### Records for the exercise ###

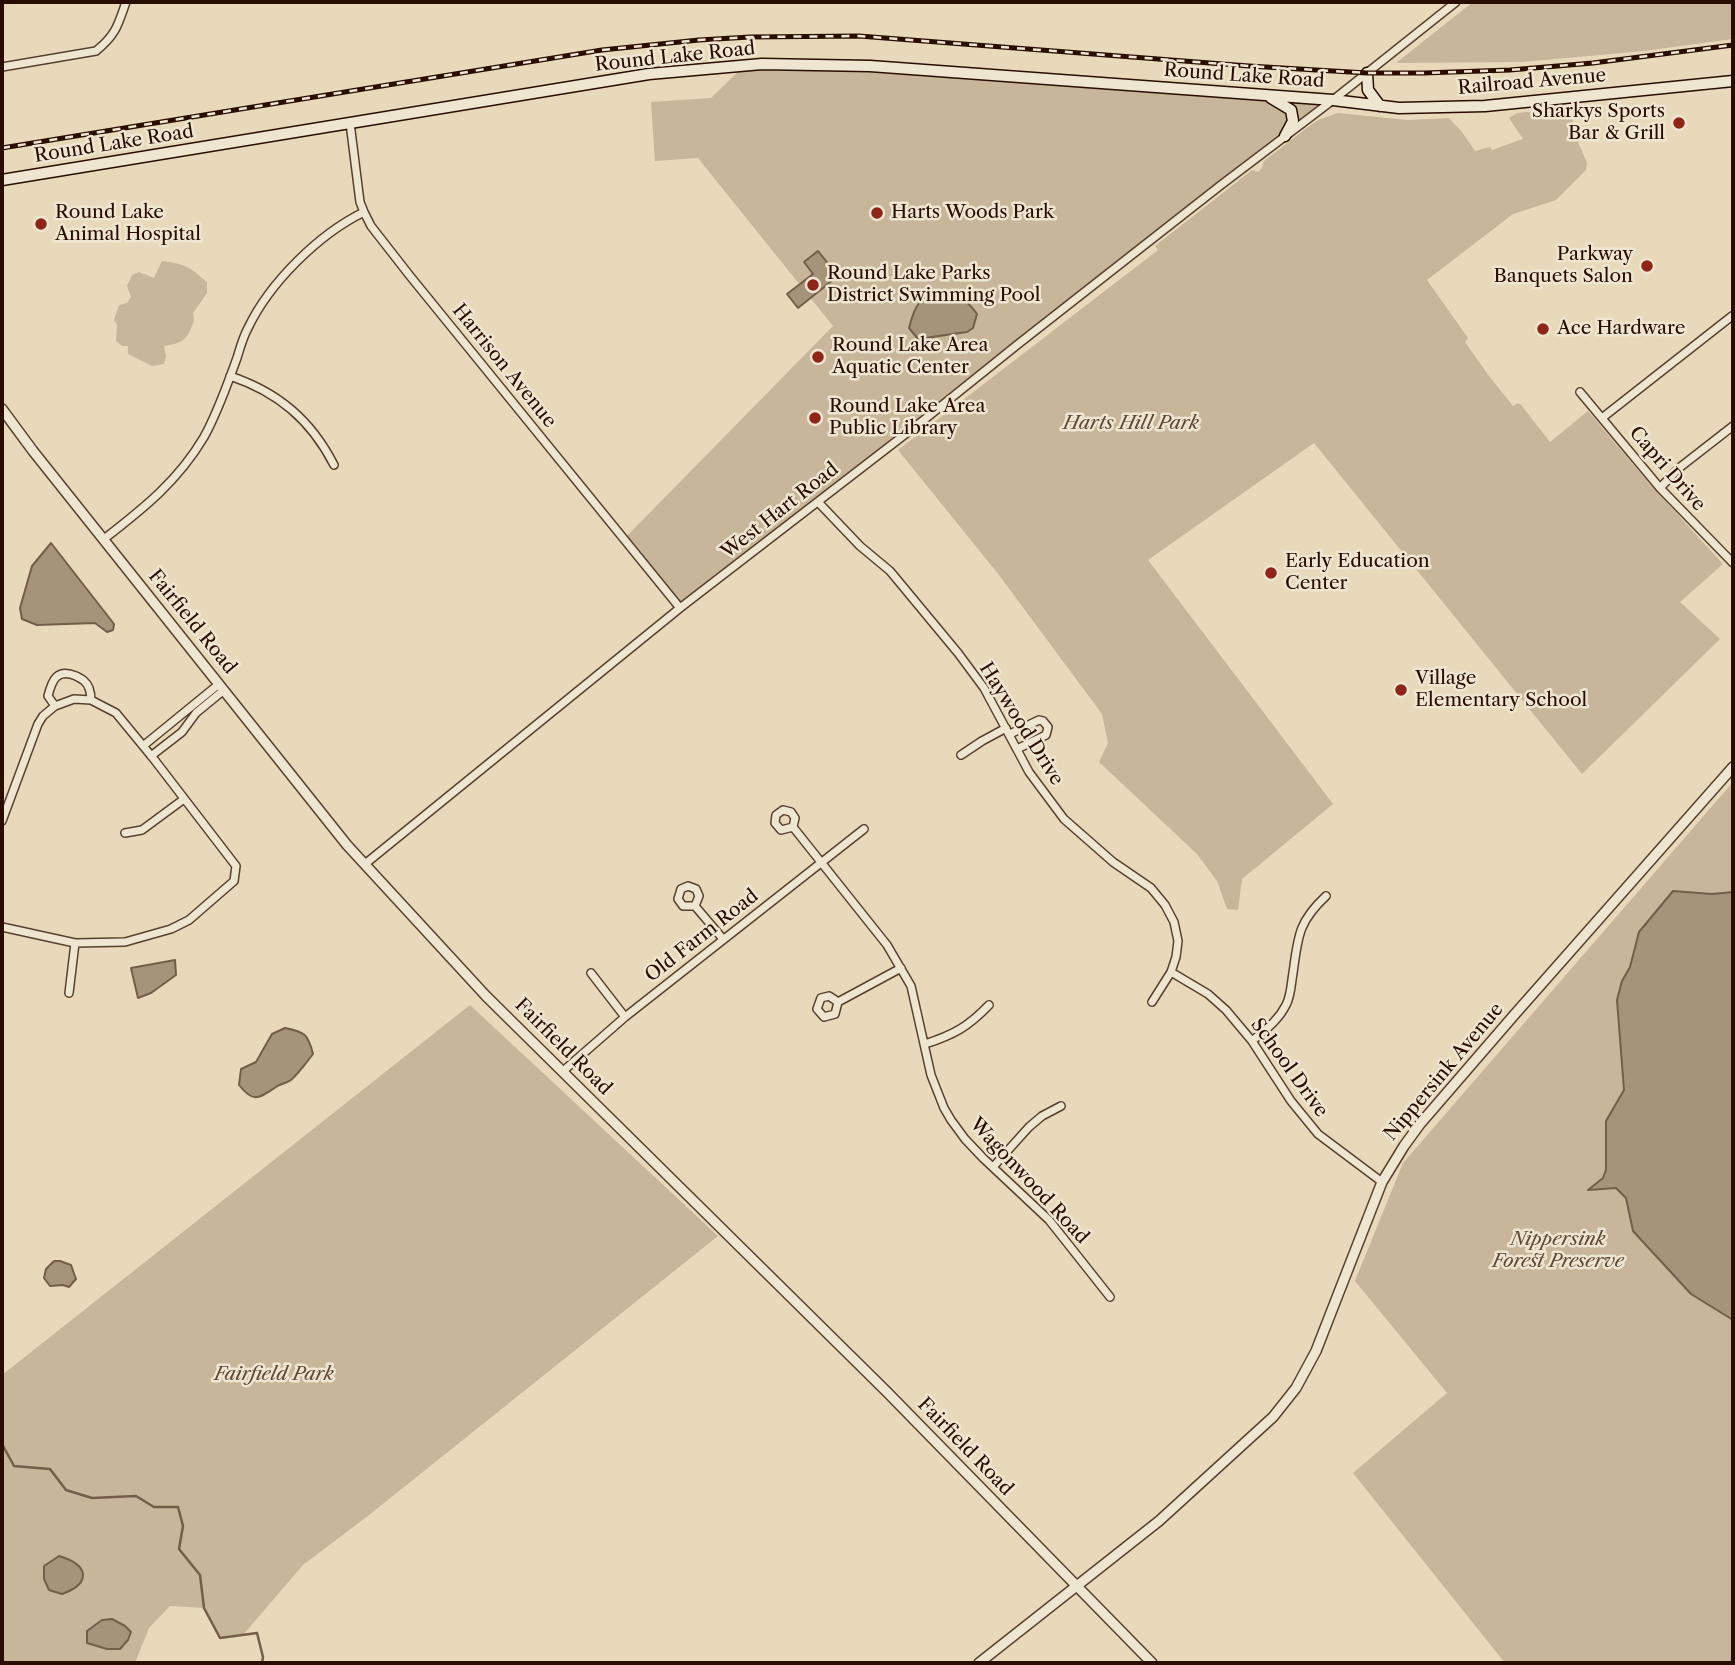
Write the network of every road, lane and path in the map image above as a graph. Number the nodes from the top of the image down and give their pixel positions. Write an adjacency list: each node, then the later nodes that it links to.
1 (126, 2): 5 (street)
2 (1442, 2): 4 (street)
3 (1456, 2): 4 (street, West Hart Road)
4 (1447, 9): 6 (street, West Hart Road)
5 (2, 66)
6 (1367, 72): 9 (street, West Hart Road); 10 (main road)
7 (1733, 80): 10 (main road, Railroad Avenue)
8 (1264, 95): 9 (main road, Round Lake Road); 11 (main road, Round Lake Road); 12 (main road)
9 (1333, 100): 10 (main road, Railroad Avenue); 12 (street, West Hart Road)
10 (1380, 106)
11 (350, 123): 13 (main road, Round Lake Road); 14 (street, Harrison Avenue)
12 (1285, 136): 23 (street, West Hart Road)
13 (2, 180)
14 (364, 212): 16 (street); 26 (street, Harrison Avenue)
15 (1731, 316): 19 (street)
16 (230, 376): 21 (street); 24 (street)
17 (1580, 392): 19 (street, Capri Drive)
18 (2, 409): 24 (street, Fairfield Road)
19 (1602, 418): 22 (street, Capri Drive)
20 (1733, 426): 22 (street)
21 (334, 465)
22 (1660, 488): 25 (street, Capri Drive)
23 (818, 502): 26 (street, West Hart Road); 30 (street, Haywood Drive)
24 (104, 539): 27 (street, Fairfield Road)
25 (1733, 563)
26 (680, 608): 42 (street, West Hart Road)
27 (221, 687): 31 (street); 34 (street); 42 (street, Fairfield Road)
28 (91, 700): 29 (street); 29 (street); 31 (street)
29 (55, 706): 37 (street)
30 (1008, 731): 32 (street, Haywood Drive); 32 (street); 33 (street)
31 (141, 743): 34 (street)
32 (1017, 749): 49 (street, Haywood Drive)
33 (961, 755)
34 (151, 756): 36 (street)
35 (1733, 767): 61 (street, Nippersink Avenue)
36 (184, 799): 40 (street); 47 (street)
37 (2, 821)
38 (793, 827): 41 (street, Wagonwood Road)
39 (864, 829): 41 (street, Old Farm Road)
40 (125, 833)
41 (821, 862): 46 (street, Old Farm Road); 48 (street, Wagonwood Road)
42 (365, 864): 58 (street, Fairfield Road)
43 (1326, 896): 56 (street)
44 (695, 906): 46 (street)
45 (2, 927): 47 (street)
46 (723, 939): 55 (street, Old Farm Road)
47 (75, 943): 51 (street)
48 (901, 968): 52 (street); 57 (street, Wagonwood Road)
49 (1171, 972): 53 (street, Haywood Drive); 56 (street, School Drive)
50 (591, 973): 55 (street)
51 (69, 993)
52 (838, 1002)
53 (1152, 1002)
54 (989, 1005): 57 (street)
55 (625, 1017): 58 (street, Old Farm Road)
56 (1252, 1041): 61 (street, School Drive)
57 (925, 1044): 60 (street, Wagonwood Road)
58 (562, 1072): 63 (street, Fairfield Road)
59 (1061, 1106): 60 (street)
60 (993, 1167): 62 (street, Wagonwood Road)
61 (1382, 1182): 63 (street, Nippersink Avenue)
62 (1110, 1297)
63 (1077, 1586): 64 (street, Nippersink Avenue); 65 (street, Fairfield Road)
64 (979, 1663)
65 (1152, 1663)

###

Could the data above be repeated exactly, with every picture dropped?

◆ **The completed task**:
Write the network of every road, lane and path in the map image above as a graph. Number the nodes from the top of the image down and give their pixel positions. Write an adjacency list: each node, then the later nodes that it links to.
1 (126, 2): 5 (street)
2 (1442, 2): 4 (street)
3 (1456, 2): 4 (street, West Hart Road)
4 (1447, 9): 6 (street, West Hart Road)
5 (2, 66)
6 (1367, 72): 9 (street, West Hart Road); 10 (main road)
7 (1733, 80): 10 (main road, Railroad Avenue)
8 (1264, 95): 9 (main road, Round Lake Road); 11 (main road, Round Lake Road); 12 (main road)
9 (1333, 100): 10 (main road, Railroad Avenue); 12 (street, West Hart Road)
10 (1380, 106)
11 (350, 123): 13 (main road, Round Lake Road); 14 (street, Harrison Avenue)
12 (1285, 136): 23 (street, West Hart Road)
13 (2, 180)
14 (364, 212): 16 (street); 26 (street, Harrison Avenue)
15 (1731, 316): 19 (street)
16 (230, 376): 21 (street); 24 (street)
17 (1580, 392): 19 (street, Capri Drive)
18 (2, 409): 24 (street, Fairfield Road)
19 (1602, 418): 22 (street, Capri Drive)
20 (1733, 426): 22 (street)
21 (334, 465)
22 (1660, 488): 25 (street, Capri Drive)
23 (818, 502): 26 (street, West Hart Road); 30 (street, Haywood Drive)
24 (104, 539): 27 (street, Fairfield Road)
25 (1733, 563)
26 (680, 608): 42 (street, West Hart Road)
27 (221, 687): 31 (street); 34 (street); 42 (street, Fairfield Road)
28 (91, 700): 29 (street); 29 (street); 31 (street)
29 (55, 706): 37 (street)
30 (1008, 731): 32 (street, Haywood Drive); 32 (street); 33 (street)
31 (141, 743): 34 (street)
32 (1017, 749): 49 (street, Haywood Drive)
33 (961, 755)
34 (151, 756): 36 (street)
35 (1733, 767): 61 (street, Nippersink Avenue)
36 (184, 799): 40 (street); 47 (street)
37 (2, 821)
38 (793, 827): 41 (street, Wagonwood Road)
39 (864, 829): 41 (street, Old Farm Road)
40 (125, 833)
41 (821, 862): 46 (street, Old Farm Road); 48 (street, Wagonwood Road)
42 (365, 864): 58 (street, Fairfield Road)
43 (1326, 896): 56 (street)
44 (695, 906): 46 (street)
45 (2, 927): 47 (street)
46 (723, 939): 55 (street, Old Farm Road)
47 (75, 943): 51 (street)
48 (901, 968): 52 (street); 57 (street, Wagonwood Road)
49 (1171, 972): 53 (street, Haywood Drive); 56 (street, School Drive)
50 (591, 973): 55 (street)
51 (69, 993)
52 (838, 1002)
53 (1152, 1002)
54 (989, 1005): 57 (street)
55 (625, 1017): 58 (street, Old Farm Road)
56 (1252, 1041): 61 (street, School Drive)
57 (925, 1044): 60 (street, Wagonwood Road)
58 (562, 1072): 63 (street, Fairfield Road)
59 (1061, 1106): 60 (street)
60 (993, 1167): 62 (street, Wagonwood Road)
61 (1382, 1182): 63 (street, Nippersink Avenue)
62 (1110, 1297)
63 (1077, 1586): 64 (street, Nippersink Avenue); 65 (street, Fairfield Road)
64 (979, 1663)
65 (1152, 1663)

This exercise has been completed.